# Strange Results



## uaplumber (Mar 22, 2009)

One of my guys did a combustion test and found the oxygen levels rose in the heat exchanger to 24.6 ppm. I am going to change the batteries and try again but, is there any reason for it to rise?


----------



## DuMass (Jul 7, 2009)

uaplumber said:


> One of my guys did a combustion test and found the oxygen levels rose in the heat exchanger to 24.6 ppm. I am going to change the batteries and try again but, is there any reason for it to rise?


I'm just wondering if the tech is sure he wasn't reading CO or CO air free ppm?
O2, CO2 and excess air are usually indicated as a percentage [%], not ppm.

If not, the only thing I can think of as to why it might climb to over 20.9 % would maybe be if the O2 sensor were out of calibration.

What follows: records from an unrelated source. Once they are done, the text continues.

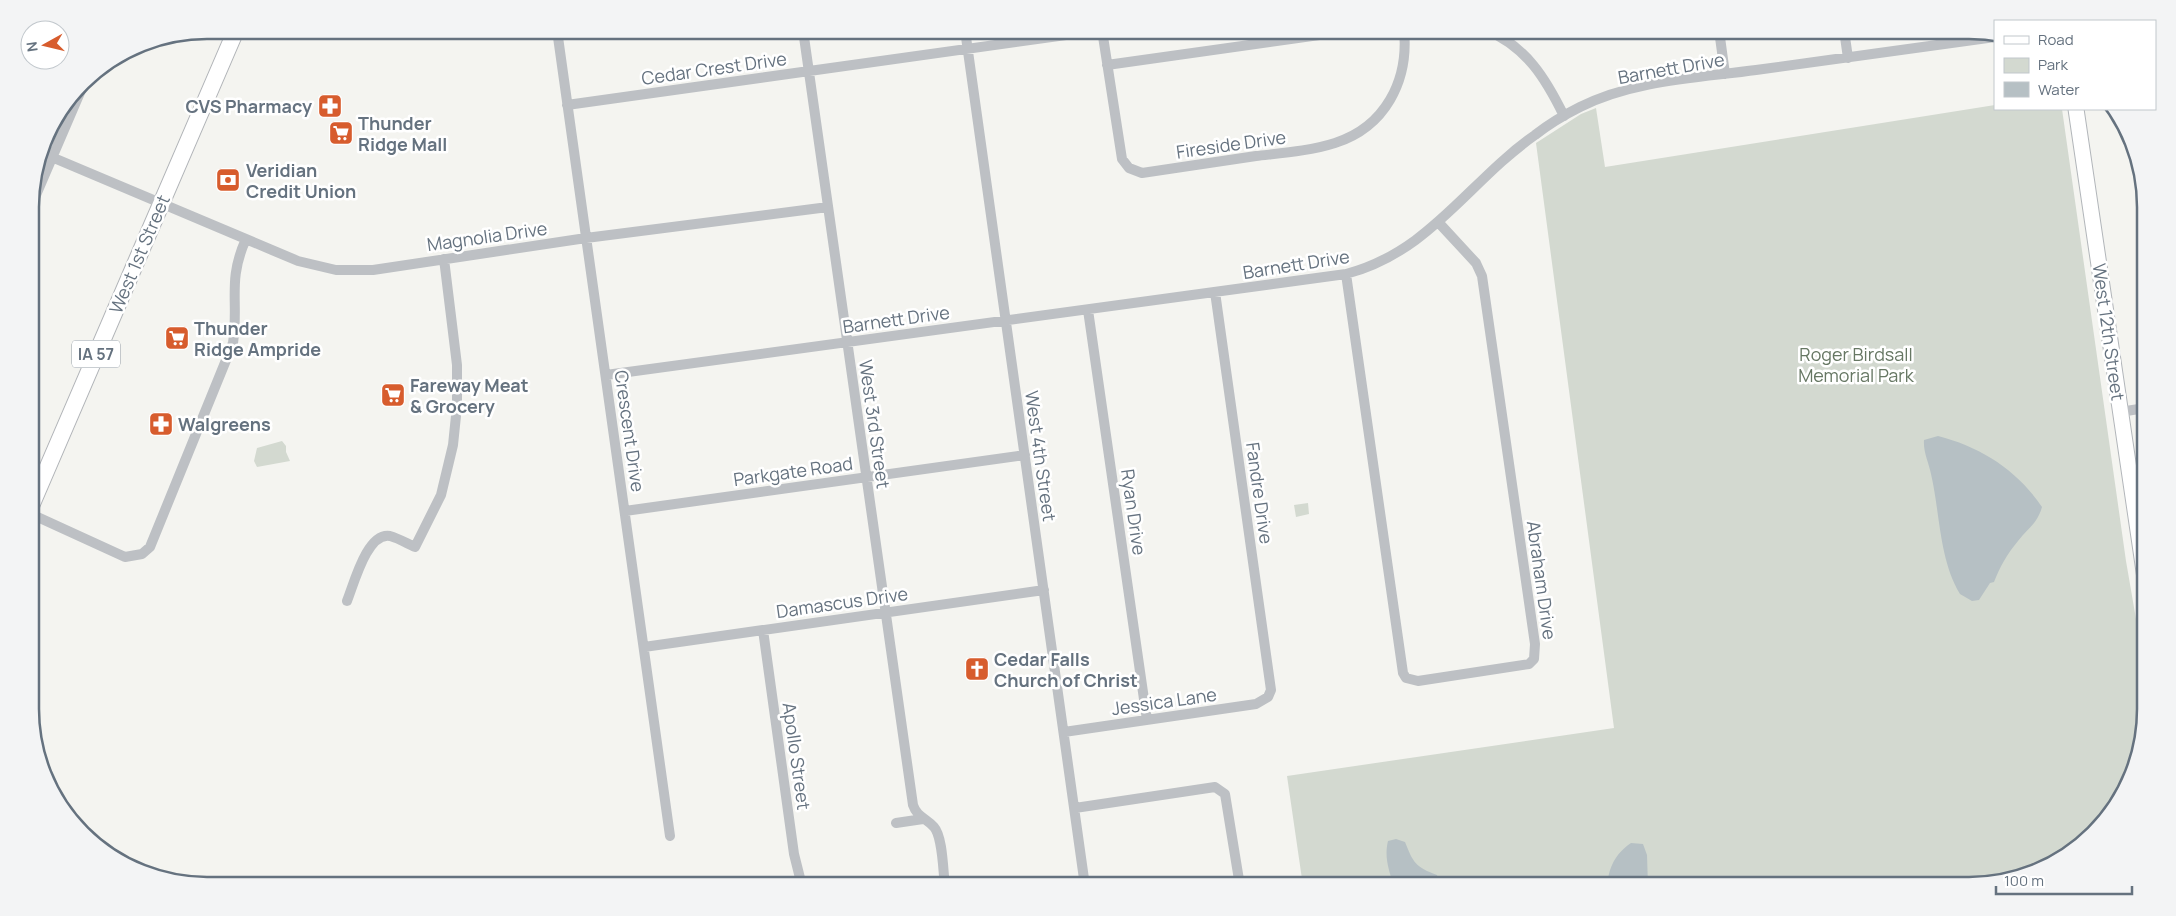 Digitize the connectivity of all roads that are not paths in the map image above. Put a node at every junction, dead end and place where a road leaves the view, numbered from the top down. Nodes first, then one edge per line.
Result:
1 (232, 39) edge
2 (558, 39) edge
3 (804, 39) edge
4 (966, 39) edge
5 (1039, 39) edge
6 (1103, 39) edge
7 (1289, 39) edge
8 (1404, 39) edge
9 (1505, 39) edge
10 (1719, 39) edge
11 (1845, 39) edge
12 (1949, 39) edge
13 (968, 49) junction
14 (1848, 58) junction
15 (1107, 64) junction
16 (809, 71) junction
17 (1725, 74) junction
18 (75, 101) edge
19 (567, 105) junction
20 (2076, 110) edge
21 (1564, 116) junction
22 (47, 155) edge
23 (52, 157) junction
24 (41, 184) edge
25 (161, 202) junction
26 (828, 206) junction
27 (1439, 223) junction
28 (586, 238) junction
29 (246, 239) junction
30 (444, 259) junction
31 (1346, 274) junction
32 (1215, 292) junction
33 (1088, 310) junction
34 (1006, 321) junction
35 (847, 342) junction
36 (606, 375) junction
37 (2137, 409) edge
38 (2120, 412) junction
39 (1025, 455) junction
40 (866, 477) junction
41 (39, 487) edge
42 (624, 511) junction
43 (39, 518) edge
44 (2137, 525) edge
45 (1044, 590) junction
46 (347, 601) dead end
47 (885, 612) junction
48 (763, 630) junction
49 (644, 647) junction
50 (1268, 697) joint
51 (1147, 720) junction
52 (1064, 732) junction
53 (1075, 808) junction
54 (923, 819) junction
55 (896, 823) dead end
56 (670, 836) dead end
57 (800, 877) edge
58 (944, 877) edge
59 (1084, 877) edge
60 (1239, 877) edge

1 - 25 main road, West 1st Street / IA 57
2 - 19 street, Crescent Drive
3 - 16 street, West 3rd Street
4 - 13 street, West 4th Street
5 - 13 street, Cedar Crest Drive
6 - 15 street, Fireside Drive
7 - 15 street
8 - 15 street, Fireside Drive
9 - 21 street
10 - 17 street
11 - 14 street
12 - 14 street, Barnett Drive
13 - 16 street, Cedar Crest Drive
13 - 34 street, West 4th Street
14 - 17 street, Barnett Drive
16 - 19 street, Cedar Crest Drive
16 - 26 street, West 3rd Street
17 - 21 street, Barnett Drive
18 - 23 street
19 - 28 street, Crescent Drive
20 - 38 main road, West 12th Street
21 - 27 street, Barnett Drive
22 - 23 street, Magnolia Drive
23 - 24 street
23 - 25 street, Magnolia Drive
25 - 29 street, Magnolia Drive
25 - 41 main road, West 1st Street / IA 57
26 - 28 street, Magnolia Drive
26 - 35 street, West 3rd Street
27 - 31 street, Barnett Drive
27 - 31 street, Abraham Drive
28 - 30 street, Magnolia Drive
28 - 36 street, Crescent Drive
29 - 30 street, Magnolia Drive
29 - 43 street
30 - 46 street
31 - 32 street, Barnett Drive
32 - 33 street, Barnett Drive
32 - 50 street, Fandre Drive
33 - 34 street, Barnett Drive
33 - 51 street, Ryan Drive
34 - 35 street, Barnett Drive
34 - 39 street, West 4th Street
35 - 36 street, Barnett Drive
35 - 40 street, West 3rd Street
36 - 42 street, Crescent Drive
37 - 38 street
38 - 44 main road, West 12th Street
39 - 40 street, Parkgate Road
39 - 45 street, West 4th Street
40 - 42 street, Parkgate Road
40 - 47 street, West 3rd Street
42 - 49 street, Crescent Drive
45 - 47 street, Damascus Drive
45 - 52 street, West 4th Street
47 - 48 street, Damascus Drive
47 - 54 street, West 3rd Street
48 - 49 street, Damascus Drive
48 - 57 street, Apollo Street
49 - 56 street, Crescent Drive
50 - 51 street, Jessica Lane
51 - 52 street, Jessica Lane
52 - 53 street, West 4th Street
53 - 59 street, West 4th Street
53 - 60 street
54 - 55 street
54 - 58 street, West 3rd Street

Coincidentally, the O2 sensor on my own Bacharach analyzer is now completely dead for the second time in two years. I’ve tried field recalibrating it as per the manual, but it is a lost cause, so it looks like it’s off to the service center… once again. That is… I guess… as long as I can continue to resist the overwhelming urge to smash the frigging thing to pieces with my 4-pound drilling hammer. :001_unsure:


----------



## beenthere (May 30, 2009)

What did you find out.
Was he looking at the % of excess air by mistake?


----------